→ **Work task**:
Where does the word "lane" show up in the data? Please find each such line and copy it.

[Data excerpts]
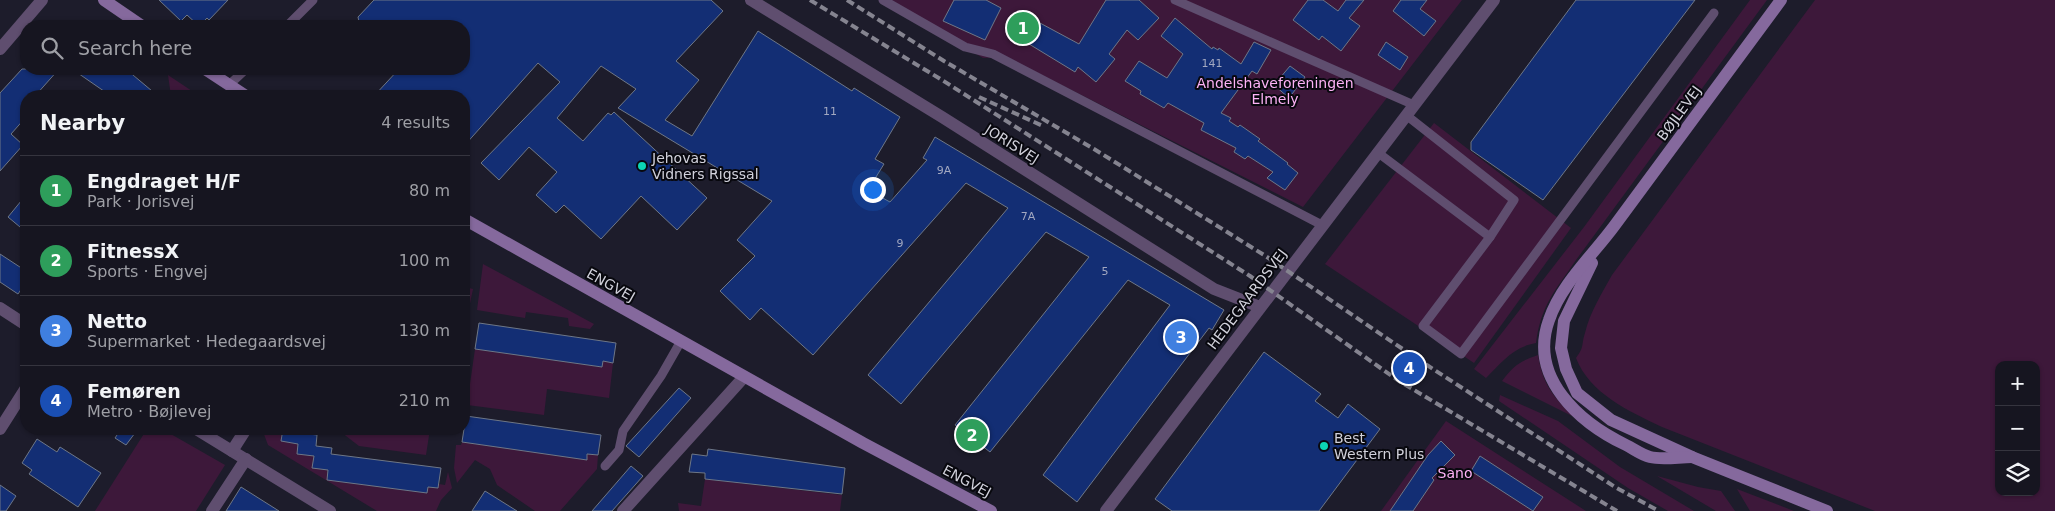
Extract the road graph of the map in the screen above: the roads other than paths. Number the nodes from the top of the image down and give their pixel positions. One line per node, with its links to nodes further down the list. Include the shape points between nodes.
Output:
1 (42, 0): 10 (street)
2 (104, 0): 11 (street)
3 (313, 0): 12 (lane)
4 (751, 0): 25 (street, JORISVEJ, via 1214,290)
5 (883, 0): 22 (lane, via 965,47 993,54)
6 (1175, 0): 19 (lane)
7 (1494, 0): 19 (street, HEDEGAARDSVEJ)
8 (1781, 0): 24 (street, BØJLEVEJ)
9 (1714, 13): 23 (lane, via 1461,354 1423,326)
10 (25, 20)
11 (133, 20)
12 (294, 20)
13 (20, 26): 14 (street)
14 (0, 49)
15 (213, 75): 17 (street)
16 (240, 75): 17 (lane)
17 (229, 86): 18 (street)
18 (235, 90)
19 (1410, 110): 20 (street, HEDEGAARDSVEJ); 23 (lane, via 1514,200)
20 (1377, 152): 22 (street, HEDEGAARDSVEJ); 23 (lane)
21 (470, 222): 28 (street, ENGVEJ)
22 (1322, 225): 25 (street, HEDEGAARDSVEJ)
23 (1490, 237)
24 (1601, 245): 35 (street, BØJLEVEJ, via 1564,321 1561,348 1566,369 1578,393 1611,420); 35 (street, BØJLEVEJ, via 1564,290 1548,321 1544,350 1550,376 1564,400 1591,425 1620,442 1651,457)
25 (1260, 307): 42 (street, HEDEGAARDSVEJ)
26 (0, 308): 27 (street)
27 (20, 321)
28 (681, 341): 29 (street, ENGVEJ); 37 (lane, via 624,431 620,450)
29 (744, 377): 40 (street); 41 (street, ENGVEJ)
30 (20, 397): 31 (street)
31 (0, 429)
32 (206, 435): 34 (street)
33 (242, 435): 34 (street)
34 (232, 451): 36 (street)
35 (1692, 458): 43 (street, BØJLEVEJ)
36 (246, 459): 38 (street); 39 (street)
37 (605, 466)
38 (212, 511)
39 (330, 511)
40 (623, 511)
41 (991, 511)
42 (1106, 511)
43 (1827, 511)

→ **Response**:
3 (313, 0): 12 (lane)
5 (883, 0): 22 (lane, via 965,47 993,54)
6 (1175, 0): 19 (lane)
9 (1714, 13): 23 (lane, via 1461,354 1423,326)
16 (240, 75): 17 (lane)
19 (1410, 110): 20 (street, HEDEGAARDSVEJ); 23 (lane, via 1514,200)
20 (1377, 152): 22 (street, HEDEGAARDSVEJ); 23 (lane)
28 (681, 341): 29 (street, ENGVEJ); 37 (lane, via 624,431 620,450)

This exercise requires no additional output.